Anchoring to the Nanoworld: Spectroscopic Investigation of Atomic Metal Strings Adsorbed on GaN

It is now possible to produce structures that are only a few tens to a few nanometers in size using techniques which involve the self assembly or the chemical functionality-guided arrangement of atoms, molecules and nanospecies. Their devices, however, are useless unless they are able to communicate with the outside world and with one another. This study explored the possibility of fabricating metal contacts from the bottom up on semiconductors using a linear metal atom string complex, which was chelated by dipyridylamino ligands and terminated at both ends by one Cl atom each, for CVD. More than 75{\%} of the string complex exposed at 105 K to the GaN(0001) surface was chemisorbed dissociatively, with one of its terminal Cr-Cl bonds disrupted and the other pointing freely outwards.
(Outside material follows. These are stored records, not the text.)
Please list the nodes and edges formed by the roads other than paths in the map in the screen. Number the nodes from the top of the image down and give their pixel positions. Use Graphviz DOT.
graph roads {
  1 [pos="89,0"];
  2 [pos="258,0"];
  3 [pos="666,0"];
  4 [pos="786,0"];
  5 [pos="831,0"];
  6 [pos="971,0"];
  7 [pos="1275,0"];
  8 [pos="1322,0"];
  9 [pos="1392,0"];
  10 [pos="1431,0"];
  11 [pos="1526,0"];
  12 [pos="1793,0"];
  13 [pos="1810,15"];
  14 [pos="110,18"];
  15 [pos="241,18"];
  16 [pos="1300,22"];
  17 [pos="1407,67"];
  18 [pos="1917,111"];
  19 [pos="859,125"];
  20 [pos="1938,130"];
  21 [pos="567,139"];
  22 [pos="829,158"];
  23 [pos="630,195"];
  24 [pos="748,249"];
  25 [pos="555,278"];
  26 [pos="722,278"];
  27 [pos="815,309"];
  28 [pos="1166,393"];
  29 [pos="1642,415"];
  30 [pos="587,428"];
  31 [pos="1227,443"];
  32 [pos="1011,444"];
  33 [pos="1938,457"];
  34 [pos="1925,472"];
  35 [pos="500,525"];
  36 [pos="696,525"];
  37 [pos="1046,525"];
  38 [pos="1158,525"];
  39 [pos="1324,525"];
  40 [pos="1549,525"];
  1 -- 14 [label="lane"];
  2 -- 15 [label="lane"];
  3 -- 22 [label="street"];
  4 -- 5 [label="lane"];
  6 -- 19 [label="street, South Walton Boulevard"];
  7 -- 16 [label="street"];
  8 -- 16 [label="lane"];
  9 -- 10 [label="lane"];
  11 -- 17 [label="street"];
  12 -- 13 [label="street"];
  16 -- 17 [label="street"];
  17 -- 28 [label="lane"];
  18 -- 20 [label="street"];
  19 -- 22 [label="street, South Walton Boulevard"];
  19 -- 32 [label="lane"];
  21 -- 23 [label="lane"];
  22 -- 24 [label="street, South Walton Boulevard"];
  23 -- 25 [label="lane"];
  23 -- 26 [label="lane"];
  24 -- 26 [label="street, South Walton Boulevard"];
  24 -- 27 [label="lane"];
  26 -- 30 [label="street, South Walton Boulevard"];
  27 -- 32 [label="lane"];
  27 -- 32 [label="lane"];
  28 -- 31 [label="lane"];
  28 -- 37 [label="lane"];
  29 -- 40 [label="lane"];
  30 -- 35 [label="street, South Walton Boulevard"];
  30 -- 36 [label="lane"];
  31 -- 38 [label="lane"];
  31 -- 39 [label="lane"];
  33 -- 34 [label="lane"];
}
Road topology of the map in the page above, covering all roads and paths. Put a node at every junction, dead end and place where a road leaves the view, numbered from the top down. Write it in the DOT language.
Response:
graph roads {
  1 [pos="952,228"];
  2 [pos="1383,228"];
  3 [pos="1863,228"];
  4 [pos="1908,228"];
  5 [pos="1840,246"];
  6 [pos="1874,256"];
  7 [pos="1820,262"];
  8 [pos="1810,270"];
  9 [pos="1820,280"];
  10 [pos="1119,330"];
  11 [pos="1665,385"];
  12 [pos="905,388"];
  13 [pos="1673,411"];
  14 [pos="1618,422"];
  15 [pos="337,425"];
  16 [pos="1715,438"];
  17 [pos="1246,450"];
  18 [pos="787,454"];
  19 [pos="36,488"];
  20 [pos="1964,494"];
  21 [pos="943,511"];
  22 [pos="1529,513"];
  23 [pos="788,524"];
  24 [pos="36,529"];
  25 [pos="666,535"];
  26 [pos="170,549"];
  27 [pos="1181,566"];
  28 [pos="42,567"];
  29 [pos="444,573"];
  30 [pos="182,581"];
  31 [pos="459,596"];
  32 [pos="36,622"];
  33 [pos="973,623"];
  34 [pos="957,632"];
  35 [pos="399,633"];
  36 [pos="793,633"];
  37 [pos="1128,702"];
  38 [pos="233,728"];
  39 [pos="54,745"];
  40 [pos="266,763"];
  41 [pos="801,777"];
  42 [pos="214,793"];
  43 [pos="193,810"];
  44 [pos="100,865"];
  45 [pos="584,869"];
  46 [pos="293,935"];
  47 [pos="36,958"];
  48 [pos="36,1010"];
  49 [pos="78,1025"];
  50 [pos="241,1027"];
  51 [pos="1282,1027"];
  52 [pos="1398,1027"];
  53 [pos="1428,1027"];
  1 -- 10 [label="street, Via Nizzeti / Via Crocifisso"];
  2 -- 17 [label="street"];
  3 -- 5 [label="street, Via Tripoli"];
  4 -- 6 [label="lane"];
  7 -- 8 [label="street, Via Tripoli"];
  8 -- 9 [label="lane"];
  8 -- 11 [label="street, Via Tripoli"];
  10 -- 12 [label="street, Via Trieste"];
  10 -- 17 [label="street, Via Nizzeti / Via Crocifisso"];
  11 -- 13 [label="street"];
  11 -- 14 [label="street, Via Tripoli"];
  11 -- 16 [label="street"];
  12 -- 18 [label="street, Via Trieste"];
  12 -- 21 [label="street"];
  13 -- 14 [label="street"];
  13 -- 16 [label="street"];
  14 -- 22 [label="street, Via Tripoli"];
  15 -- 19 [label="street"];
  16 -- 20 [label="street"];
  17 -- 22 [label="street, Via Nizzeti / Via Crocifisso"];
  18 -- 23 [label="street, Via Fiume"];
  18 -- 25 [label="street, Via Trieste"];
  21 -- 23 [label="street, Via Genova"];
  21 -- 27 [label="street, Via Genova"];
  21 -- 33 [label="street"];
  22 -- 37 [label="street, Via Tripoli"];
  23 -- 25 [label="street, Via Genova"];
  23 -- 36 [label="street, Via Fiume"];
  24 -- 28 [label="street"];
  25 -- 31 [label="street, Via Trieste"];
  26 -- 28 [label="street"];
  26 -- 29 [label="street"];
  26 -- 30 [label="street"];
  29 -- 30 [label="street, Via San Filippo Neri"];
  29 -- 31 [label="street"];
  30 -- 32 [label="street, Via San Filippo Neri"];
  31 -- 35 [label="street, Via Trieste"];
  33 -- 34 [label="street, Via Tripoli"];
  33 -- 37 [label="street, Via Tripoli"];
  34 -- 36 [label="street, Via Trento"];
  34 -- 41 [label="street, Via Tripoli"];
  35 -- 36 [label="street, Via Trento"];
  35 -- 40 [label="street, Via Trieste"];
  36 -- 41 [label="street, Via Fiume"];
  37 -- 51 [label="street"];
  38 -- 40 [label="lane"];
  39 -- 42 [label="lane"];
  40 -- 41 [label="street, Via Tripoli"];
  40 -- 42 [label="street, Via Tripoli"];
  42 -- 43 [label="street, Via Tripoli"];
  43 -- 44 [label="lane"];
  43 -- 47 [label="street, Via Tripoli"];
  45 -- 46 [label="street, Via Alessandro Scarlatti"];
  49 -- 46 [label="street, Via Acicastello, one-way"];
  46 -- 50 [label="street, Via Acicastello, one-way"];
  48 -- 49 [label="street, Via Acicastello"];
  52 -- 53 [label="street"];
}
The chelate structure of the adsorbed complex was stable until reaching $\sim $340 K, at which temperature detachment of some of its ligands occurred. The ligand desorption followed the first-order kinetics, with a desorption energy of 21.5 kcal/mol. The detachment of the ligand from the complex caused the metal chain axis to lie down on the surface. Consequently, the Cr-Cl bond on the free end of the chain interacted with the surface, causing other ligands to desorb from the surface at the higher substrate temperature of $\sim $540 K.